WHAT NEEDS TO BE DONE —
Please retype the entries exactly as they stand, leaving out any pictures.

Collected data:
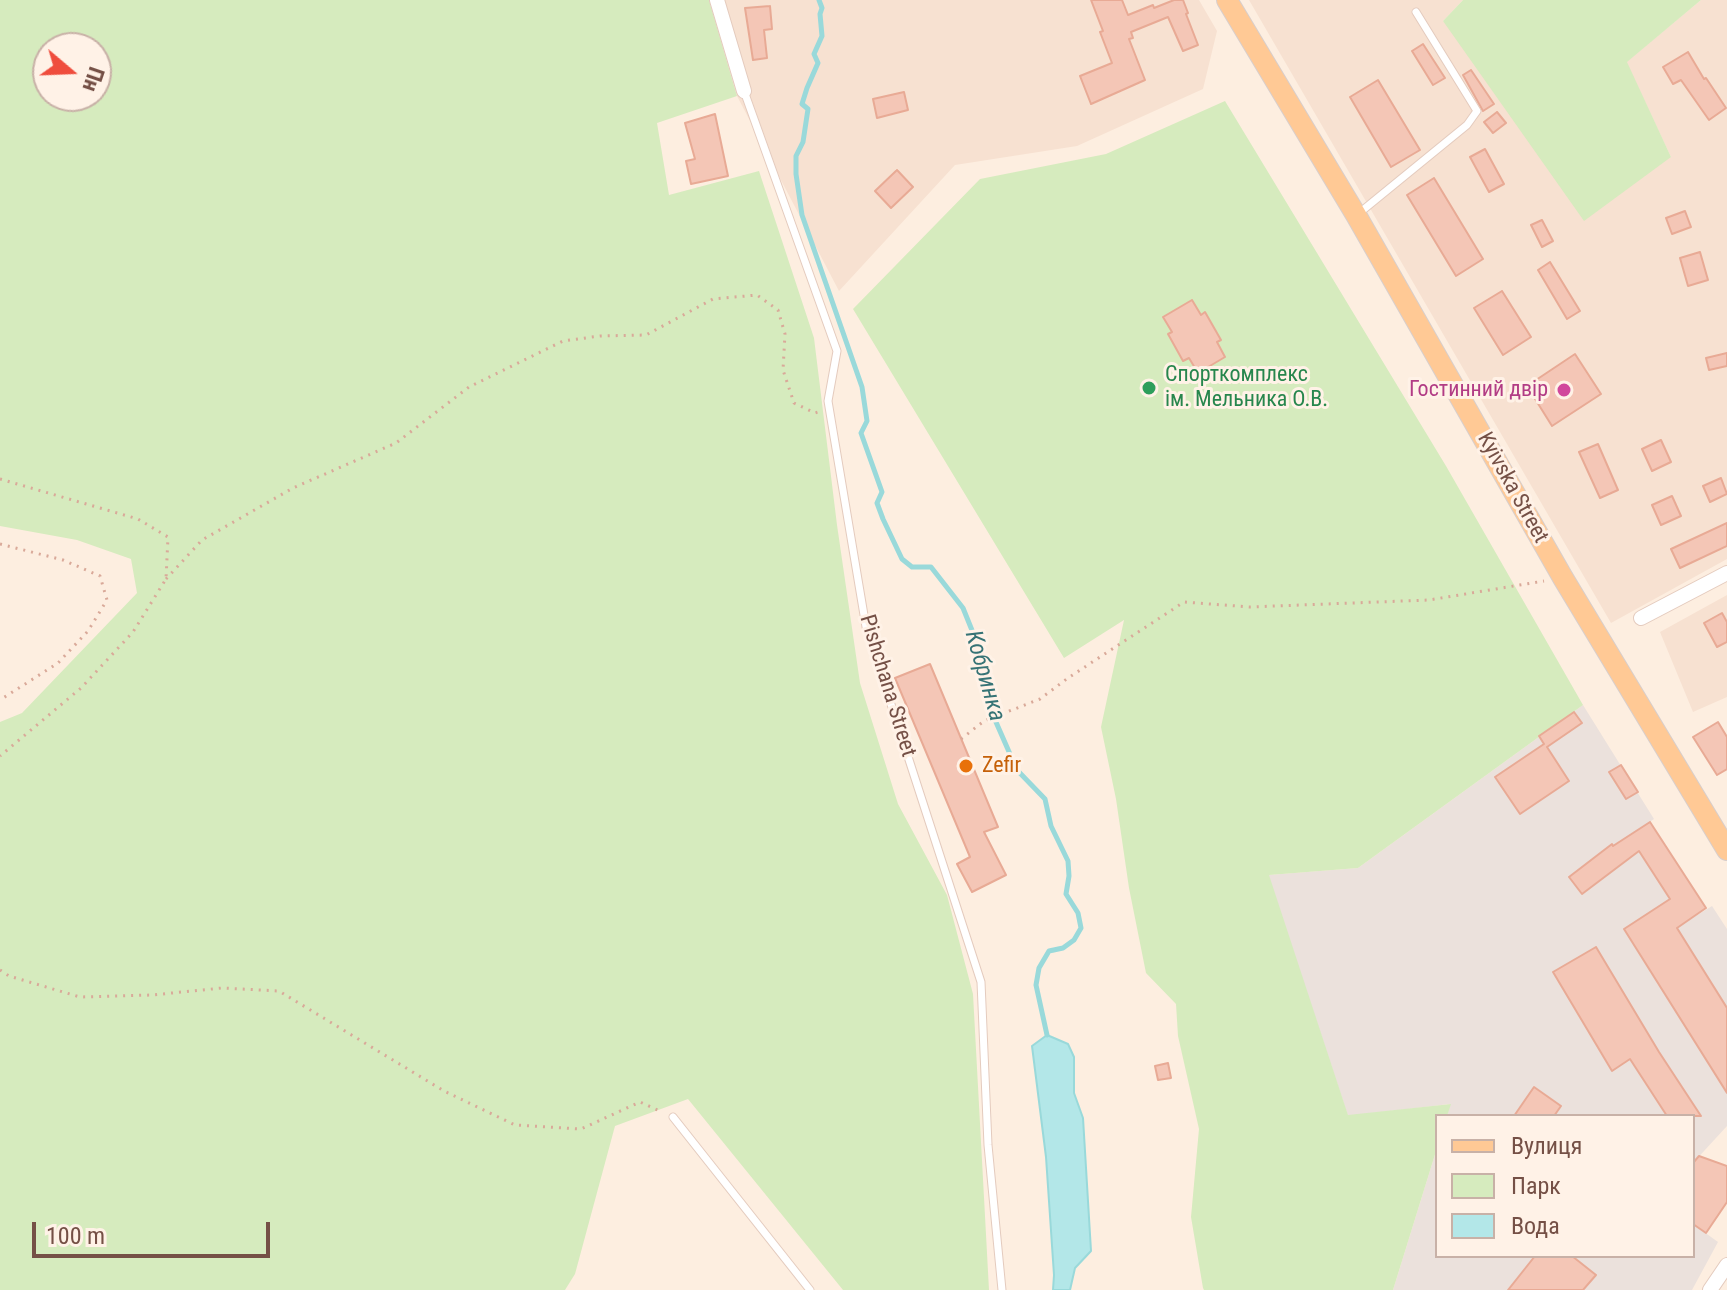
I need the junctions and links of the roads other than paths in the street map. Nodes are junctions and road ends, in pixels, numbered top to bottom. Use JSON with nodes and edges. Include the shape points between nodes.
{"nodes":[{"id":1,"x":717,"y":0,"type":"edge"},
{"id":2,"x":1227,"y":0,"type":"edge"},
{"id":3,"x":1416,"y":12,"type":"dead end"},
{"id":4,"x":744,"y":91,"type":"joint"},
{"id":5,"x":1356,"y":215,"type":"junction"},
{"id":6,"x":1727,"y":573,"type":"edge"},
{"id":7,"x":1641,"y":618,"type":"dead end"},
{"id":8,"x":1727,"y":850,"type":"edge"},
{"id":9,"x":673,"y":1117,"type":"road end"},
{"id":10,"x":1727,"y":1265,"type":"edge"},
{"id":11,"x":810,"y":1290,"type":"edge"},
{"id":12,"x":1002,"y":1290,"type":"edge"},
{"id":13,"x":1710,"y":1290,"type":"edge"}],
"edges":[{"from":1,"to":4,"type":"street"},
{"from":2,"to":5,"type":"main road","name":"Kyivska Street"},
{"from":3,"to":5,"type":"lane","via":[[1477,111],[1467,125]]},
{"from":4,"to":12,"type":"lane","name":"Pishchana Street","via":[[837,351],[828,401],[866,627],[981,982],[988,1145]]},
{"from":5,"to":8,"type":"main road","name":"Kyivska Street","via":[[1563,578]]},
{"from":6,"to":7,"type":"street"},
{"from":9,"to":11,"type":"lane"},
{"from":10,"to":13,"type":"street"}]}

EXERCISE ANSWER —
I need the junctions and links of the roads other than paths in the street map. Nodes are junctions and road ends, in pixels, numbered top to bottom. Use JSON with nodes and edges. Include the shape points between nodes.
{"nodes":[{"id":1,"x":717,"y":0,"type":"edge"},
{"id":2,"x":1227,"y":0,"type":"edge"},
{"id":3,"x":1416,"y":12,"type":"dead end"},
{"id":4,"x":744,"y":91,"type":"joint"},
{"id":5,"x":1356,"y":215,"type":"junction"},
{"id":6,"x":1727,"y":573,"type":"edge"},
{"id":7,"x":1641,"y":618,"type":"dead end"},
{"id":8,"x":1727,"y":850,"type":"edge"},
{"id":9,"x":673,"y":1117,"type":"road end"},
{"id":10,"x":1727,"y":1265,"type":"edge"},
{"id":11,"x":810,"y":1290,"type":"edge"},
{"id":12,"x":1002,"y":1290,"type":"edge"},
{"id":13,"x":1710,"y":1290,"type":"edge"}],
"edges":[{"from":1,"to":4,"type":"street"},
{"from":2,"to":5,"type":"main road","name":"Kyivska Street"},
{"from":3,"to":5,"type":"lane","via":[[1477,111],[1467,125]]},
{"from":4,"to":12,"type":"lane","name":"Pishchana Street","via":[[837,351],[828,401],[866,627],[981,982],[988,1145]]},
{"from":5,"to":8,"type":"main road","name":"Kyivska Street","via":[[1563,578]]},
{"from":6,"to":7,"type":"street"},
{"from":9,"to":11,"type":"lane"},
{"from":10,"to":13,"type":"street"}]}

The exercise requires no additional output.